This is interesting, snap is another kind of container in itself, one that seems like it was developed for ubuntu phone's OS (not sure that turned out as expected) and thus is now being used more broadly. You really could sub out "snap" with another container technology:
The snap format is a single compressed filesystem that is mounted dynamically by the host operating system, together with declarative metadata that is interpreted by the snap system to set up an appropriately shaped secure sandbox or container for that application. The file format extension is .snap.
So in the same way you would have trouble running Docker or another Singularity while building without some kind of hack, this is likely to be the case (and I tested out your recipe and came to the same issues with not having control of those services). But it also means that there is likely just a dump of files and metadata that needs to happen, and if you can find another way to do that and get it into the container, this would work! Docker Hub has an API for the metadata and layers, and snap doesn't, but it can be used via your host.
So the direction I would go in, and have caution in doing this because it relies on your host, is to use snap as it was intended - as a package manager. I would try installing the snap in the %setup section (still working on your host) and then basically move it from host to container.
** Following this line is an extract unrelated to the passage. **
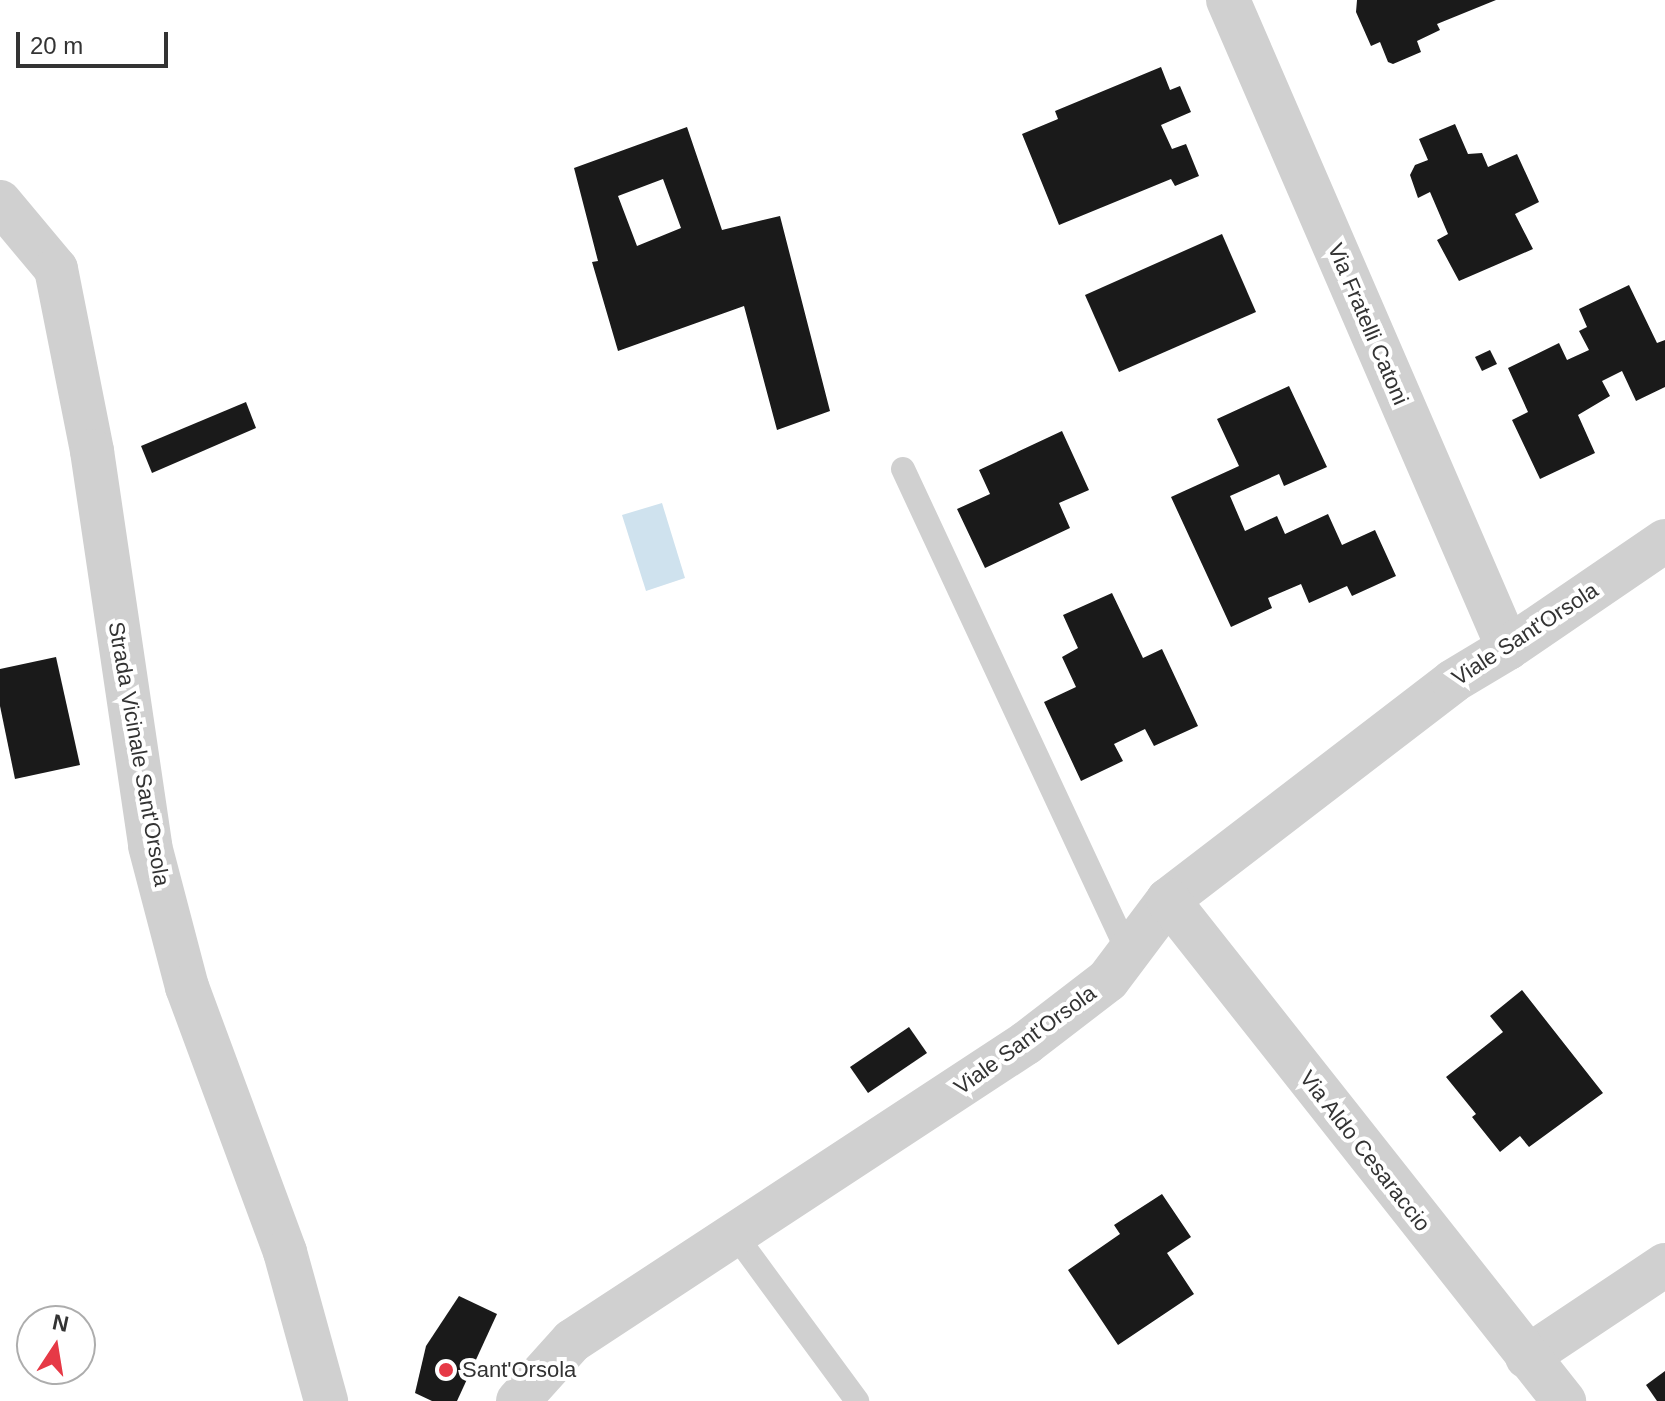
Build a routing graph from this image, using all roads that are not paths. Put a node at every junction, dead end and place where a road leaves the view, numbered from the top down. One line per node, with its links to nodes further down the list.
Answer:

Here is a little test I just did - here is what I can figure out.
snap is already installed on my host, install hello-world
snap install hello-world
snap list
Name Version Rev Developer Notes
core 16-2.31.1 4110 canonical core
hello-world 6.3 27 canonical -
Note if you do the above before install, it tells you that you don't have any, and you should install hello-world :) Next, get information about the snap
summary: The 'hello-world' of snaps
This is a simple hello world example.
snap-id: buPKUD3TKqCOgLEjjHx5kSiCpIs5cMuQ
installed: 6.3 (27) 20kB -
refreshed: 2016-07-11 17:20:44 -0400 EDT
candidate: 6.3 (27) 20kB -
Ah I found a download command, let's try that. It looks like it will download to the directory I'm in, and I can't control output name.
$ mkdir dump && cd dump
$ snap download hello-world
Fetching snap "hello-world"
Fetching assertions for "hello-world"
Install the snap with:
snap ack hello-world_27.assert
snap install hello-world_27.snap
That could be informative if there is more than just the file structure. But actually if you want the snap contents, just look in the /snap folder:
tree /snap/hello-world/current
/snap/hello-world/current
├── bin
│ ├── echo
│ ├── env
│ ├── evil
│ └── sh
└── meta
├── gui
│ └── icon.png
└── snap.yaml
and the metadata is in the yaml file, as you would guess:
$ cat /snap/hello-world/current/meta/snap.yaml
name: hello-world
version: 6.3
architectures: [ all ]
summary: The 'hello-world' of snaps
description: |
This is a simple snap example that includes a few interesting binaries
to demonstrate snaps and their confinement.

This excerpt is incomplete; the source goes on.